*** Data shown Section Begins ***

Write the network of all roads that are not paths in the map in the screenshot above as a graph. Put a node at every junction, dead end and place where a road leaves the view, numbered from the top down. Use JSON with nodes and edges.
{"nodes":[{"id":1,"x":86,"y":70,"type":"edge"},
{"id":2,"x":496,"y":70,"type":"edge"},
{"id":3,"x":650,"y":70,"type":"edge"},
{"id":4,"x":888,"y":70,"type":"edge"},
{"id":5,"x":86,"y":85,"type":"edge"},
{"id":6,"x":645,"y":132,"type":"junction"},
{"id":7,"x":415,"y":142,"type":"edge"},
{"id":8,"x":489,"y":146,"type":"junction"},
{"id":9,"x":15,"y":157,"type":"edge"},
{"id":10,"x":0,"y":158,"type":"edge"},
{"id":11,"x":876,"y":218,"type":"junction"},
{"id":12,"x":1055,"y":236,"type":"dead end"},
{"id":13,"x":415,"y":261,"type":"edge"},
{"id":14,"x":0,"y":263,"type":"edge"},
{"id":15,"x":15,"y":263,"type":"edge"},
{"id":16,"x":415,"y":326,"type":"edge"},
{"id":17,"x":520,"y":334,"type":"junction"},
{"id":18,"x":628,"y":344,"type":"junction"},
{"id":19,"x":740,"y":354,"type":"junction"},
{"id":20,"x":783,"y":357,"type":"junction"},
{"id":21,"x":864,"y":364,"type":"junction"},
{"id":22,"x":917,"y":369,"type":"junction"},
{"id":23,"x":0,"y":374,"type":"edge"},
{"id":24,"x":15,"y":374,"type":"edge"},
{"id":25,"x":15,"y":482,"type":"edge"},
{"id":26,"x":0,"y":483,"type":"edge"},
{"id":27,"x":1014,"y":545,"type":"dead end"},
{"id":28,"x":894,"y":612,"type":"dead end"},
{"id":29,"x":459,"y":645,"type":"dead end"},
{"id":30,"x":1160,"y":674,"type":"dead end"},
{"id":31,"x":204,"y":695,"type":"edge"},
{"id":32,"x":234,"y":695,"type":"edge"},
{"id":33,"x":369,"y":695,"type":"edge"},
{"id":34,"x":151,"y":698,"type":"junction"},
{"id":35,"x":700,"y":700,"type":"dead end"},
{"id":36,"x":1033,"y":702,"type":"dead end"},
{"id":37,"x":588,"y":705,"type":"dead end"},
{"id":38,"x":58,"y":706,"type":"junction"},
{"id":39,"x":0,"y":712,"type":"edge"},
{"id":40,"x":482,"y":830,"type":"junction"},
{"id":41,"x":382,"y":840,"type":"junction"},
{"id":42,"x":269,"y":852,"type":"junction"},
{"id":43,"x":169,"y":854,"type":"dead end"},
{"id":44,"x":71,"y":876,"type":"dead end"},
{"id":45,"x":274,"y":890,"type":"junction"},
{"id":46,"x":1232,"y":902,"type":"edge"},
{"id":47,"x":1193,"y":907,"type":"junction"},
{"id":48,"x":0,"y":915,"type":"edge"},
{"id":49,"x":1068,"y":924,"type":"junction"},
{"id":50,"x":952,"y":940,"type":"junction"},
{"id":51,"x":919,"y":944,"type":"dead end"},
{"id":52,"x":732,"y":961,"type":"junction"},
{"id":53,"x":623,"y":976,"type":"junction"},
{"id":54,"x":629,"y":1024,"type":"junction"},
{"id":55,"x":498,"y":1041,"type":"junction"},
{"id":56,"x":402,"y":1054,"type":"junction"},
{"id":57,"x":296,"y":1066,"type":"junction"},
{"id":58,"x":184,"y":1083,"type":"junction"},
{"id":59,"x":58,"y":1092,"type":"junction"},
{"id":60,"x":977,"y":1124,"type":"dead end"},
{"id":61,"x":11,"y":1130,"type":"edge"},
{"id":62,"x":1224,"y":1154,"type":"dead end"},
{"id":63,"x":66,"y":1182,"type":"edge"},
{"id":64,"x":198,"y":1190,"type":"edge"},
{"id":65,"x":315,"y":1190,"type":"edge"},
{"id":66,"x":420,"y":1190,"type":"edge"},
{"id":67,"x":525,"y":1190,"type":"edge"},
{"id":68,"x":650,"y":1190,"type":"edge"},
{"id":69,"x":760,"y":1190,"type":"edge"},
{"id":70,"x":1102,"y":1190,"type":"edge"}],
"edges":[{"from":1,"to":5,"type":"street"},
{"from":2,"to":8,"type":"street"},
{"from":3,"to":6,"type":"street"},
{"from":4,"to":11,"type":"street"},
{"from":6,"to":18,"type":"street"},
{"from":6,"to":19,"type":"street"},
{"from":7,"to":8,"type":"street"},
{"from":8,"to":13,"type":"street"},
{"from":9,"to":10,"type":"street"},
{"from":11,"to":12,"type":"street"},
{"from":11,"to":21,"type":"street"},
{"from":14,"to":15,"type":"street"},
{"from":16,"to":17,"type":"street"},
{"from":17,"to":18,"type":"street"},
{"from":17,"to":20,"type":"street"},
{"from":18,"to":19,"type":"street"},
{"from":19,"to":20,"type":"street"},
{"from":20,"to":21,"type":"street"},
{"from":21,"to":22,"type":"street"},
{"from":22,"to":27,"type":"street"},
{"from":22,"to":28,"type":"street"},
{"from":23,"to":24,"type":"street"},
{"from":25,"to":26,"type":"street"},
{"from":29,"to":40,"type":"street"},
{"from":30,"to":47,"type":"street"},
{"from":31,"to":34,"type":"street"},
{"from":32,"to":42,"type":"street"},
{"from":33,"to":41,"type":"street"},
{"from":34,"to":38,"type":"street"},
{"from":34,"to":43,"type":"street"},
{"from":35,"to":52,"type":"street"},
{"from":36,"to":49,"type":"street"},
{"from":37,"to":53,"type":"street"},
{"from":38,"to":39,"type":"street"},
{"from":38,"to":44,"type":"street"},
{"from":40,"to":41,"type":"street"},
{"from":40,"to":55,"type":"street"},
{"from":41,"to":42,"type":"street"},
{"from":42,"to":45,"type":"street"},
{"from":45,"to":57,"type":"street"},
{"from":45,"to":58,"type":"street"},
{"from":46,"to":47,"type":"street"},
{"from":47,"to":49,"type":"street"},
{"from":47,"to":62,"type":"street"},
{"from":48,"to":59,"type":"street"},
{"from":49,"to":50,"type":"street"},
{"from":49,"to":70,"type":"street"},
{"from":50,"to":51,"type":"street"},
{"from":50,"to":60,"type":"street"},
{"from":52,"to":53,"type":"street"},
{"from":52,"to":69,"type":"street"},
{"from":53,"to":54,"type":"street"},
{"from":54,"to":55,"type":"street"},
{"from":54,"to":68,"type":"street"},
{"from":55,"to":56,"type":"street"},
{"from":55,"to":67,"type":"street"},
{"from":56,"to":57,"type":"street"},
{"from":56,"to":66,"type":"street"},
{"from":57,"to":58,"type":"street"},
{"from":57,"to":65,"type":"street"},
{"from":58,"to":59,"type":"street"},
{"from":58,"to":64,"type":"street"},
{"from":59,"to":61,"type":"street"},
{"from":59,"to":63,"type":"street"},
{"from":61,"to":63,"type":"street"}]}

*** Data shown Section Ends ***

# Problem statement:
Your answer should be the whole listing above, repeated exactly as it appears.

# Exercise solution:
Write the network of all roads that are not paths in the map in the screenshot above as a graph. Put a node at every junction, dead end and place where a road leaves the view, numbered from the top down. Use JSON with nodes and edges.
{"nodes":[{"id":1,"x":86,"y":70,"type":"edge"},
{"id":2,"x":496,"y":70,"type":"edge"},
{"id":3,"x":650,"y":70,"type":"edge"},
{"id":4,"x":888,"y":70,"type":"edge"},
{"id":5,"x":86,"y":85,"type":"edge"},
{"id":6,"x":645,"y":132,"type":"junction"},
{"id":7,"x":415,"y":142,"type":"edge"},
{"id":8,"x":489,"y":146,"type":"junction"},
{"id":9,"x":15,"y":157,"type":"edge"},
{"id":10,"x":0,"y":158,"type":"edge"},
{"id":11,"x":876,"y":218,"type":"junction"},
{"id":12,"x":1055,"y":236,"type":"dead end"},
{"id":13,"x":415,"y":261,"type":"edge"},
{"id":14,"x":0,"y":263,"type":"edge"},
{"id":15,"x":15,"y":263,"type":"edge"},
{"id":16,"x":415,"y":326,"type":"edge"},
{"id":17,"x":520,"y":334,"type":"junction"},
{"id":18,"x":628,"y":344,"type":"junction"},
{"id":19,"x":740,"y":354,"type":"junction"},
{"id":20,"x":783,"y":357,"type":"junction"},
{"id":21,"x":864,"y":364,"type":"junction"},
{"id":22,"x":917,"y":369,"type":"junction"},
{"id":23,"x":0,"y":374,"type":"edge"},
{"id":24,"x":15,"y":374,"type":"edge"},
{"id":25,"x":15,"y":482,"type":"edge"},
{"id":26,"x":0,"y":483,"type":"edge"},
{"id":27,"x":1014,"y":545,"type":"dead end"},
{"id":28,"x":894,"y":612,"type":"dead end"},
{"id":29,"x":459,"y":645,"type":"dead end"},
{"id":30,"x":1160,"y":674,"type":"dead end"},
{"id":31,"x":204,"y":695,"type":"edge"},
{"id":32,"x":234,"y":695,"type":"edge"},
{"id":33,"x":369,"y":695,"type":"edge"},
{"id":34,"x":151,"y":698,"type":"junction"},
{"id":35,"x":700,"y":700,"type":"dead end"},
{"id":36,"x":1033,"y":702,"type":"dead end"},
{"id":37,"x":588,"y":705,"type":"dead end"},
{"id":38,"x":58,"y":706,"type":"junction"},
{"id":39,"x":0,"y":712,"type":"edge"},
{"id":40,"x":482,"y":830,"type":"junction"},
{"id":41,"x":382,"y":840,"type":"junction"},
{"id":42,"x":269,"y":852,"type":"junction"},
{"id":43,"x":169,"y":854,"type":"dead end"},
{"id":44,"x":71,"y":876,"type":"dead end"},
{"id":45,"x":274,"y":890,"type":"junction"},
{"id":46,"x":1232,"y":902,"type":"edge"},
{"id":47,"x":1193,"y":907,"type":"junction"},
{"id":48,"x":0,"y":915,"type":"edge"},
{"id":49,"x":1068,"y":924,"type":"junction"},
{"id":50,"x":952,"y":940,"type":"junction"},
{"id":51,"x":919,"y":944,"type":"dead end"},
{"id":52,"x":732,"y":961,"type":"junction"},
{"id":53,"x":623,"y":976,"type":"junction"},
{"id":54,"x":629,"y":1024,"type":"junction"},
{"id":55,"x":498,"y":1041,"type":"junction"},
{"id":56,"x":402,"y":1054,"type":"junction"},
{"id":57,"x":296,"y":1066,"type":"junction"},
{"id":58,"x":184,"y":1083,"type":"junction"},
{"id":59,"x":58,"y":1092,"type":"junction"},
{"id":60,"x":977,"y":1124,"type":"dead end"},
{"id":61,"x":11,"y":1130,"type":"edge"},
{"id":62,"x":1224,"y":1154,"type":"dead end"},
{"id":63,"x":66,"y":1182,"type":"edge"},
{"id":64,"x":198,"y":1190,"type":"edge"},
{"id":65,"x":315,"y":1190,"type":"edge"},
{"id":66,"x":420,"y":1190,"type":"edge"},
{"id":67,"x":525,"y":1190,"type":"edge"},
{"id":68,"x":650,"y":1190,"type":"edge"},
{"id":69,"x":760,"y":1190,"type":"edge"},
{"id":70,"x":1102,"y":1190,"type":"edge"}],
"edges":[{"from":1,"to":5,"type":"street"},
{"from":2,"to":8,"type":"street"},
{"from":3,"to":6,"type":"street"},
{"from":4,"to":11,"type":"street"},
{"from":6,"to":18,"type":"street"},
{"from":6,"to":19,"type":"street"},
{"from":7,"to":8,"type":"street"},
{"from":8,"to":13,"type":"street"},
{"from":9,"to":10,"type":"street"},
{"from":11,"to":12,"type":"street"},
{"from":11,"to":21,"type":"street"},
{"from":14,"to":15,"type":"street"},
{"from":16,"to":17,"type":"street"},
{"from":17,"to":18,"type":"street"},
{"from":17,"to":20,"type":"street"},
{"from":18,"to":19,"type":"street"},
{"from":19,"to":20,"type":"street"},
{"from":20,"to":21,"type":"street"},
{"from":21,"to":22,"type":"street"},
{"from":22,"to":27,"type":"street"},
{"from":22,"to":28,"type":"street"},
{"from":23,"to":24,"type":"street"},
{"from":25,"to":26,"type":"street"},
{"from":29,"to":40,"type":"street"},
{"from":30,"to":47,"type":"street"},
{"from":31,"to":34,"type":"street"},
{"from":32,"to":42,"type":"street"},
{"from":33,"to":41,"type":"street"},
{"from":34,"to":38,"type":"street"},
{"from":34,"to":43,"type":"street"},
{"from":35,"to":52,"type":"street"},
{"from":36,"to":49,"type":"street"},
{"from":37,"to":53,"type":"street"},
{"from":38,"to":39,"type":"street"},
{"from":38,"to":44,"type":"street"},
{"from":40,"to":41,"type":"street"},
{"from":40,"to":55,"type":"street"},
{"from":41,"to":42,"type":"street"},
{"from":42,"to":45,"type":"street"},
{"from":45,"to":57,"type":"street"},
{"from":45,"to":58,"type":"street"},
{"from":46,"to":47,"type":"street"},
{"from":47,"to":49,"type":"street"},
{"from":47,"to":62,"type":"street"},
{"from":48,"to":59,"type":"street"},
{"from":49,"to":50,"type":"street"},
{"from":49,"to":70,"type":"street"},
{"from":50,"to":51,"type":"street"},
{"from":50,"to":60,"type":"street"},
{"from":52,"to":53,"type":"street"},
{"from":52,"to":69,"type":"street"},
{"from":53,"to":54,"type":"street"},
{"from":54,"to":55,"type":"street"},
{"from":54,"to":68,"type":"street"},
{"from":55,"to":56,"type":"street"},
{"from":55,"to":67,"type":"street"},
{"from":56,"to":57,"type":"street"},
{"from":56,"to":66,"type":"street"},
{"from":57,"to":58,"type":"street"},
{"from":57,"to":65,"type":"street"},
{"from":58,"to":59,"type":"street"},
{"from":58,"to":64,"type":"street"},
{"from":59,"to":61,"type":"street"},
{"from":59,"to":63,"type":"street"},
{"from":61,"to":63,"type":"street"}]}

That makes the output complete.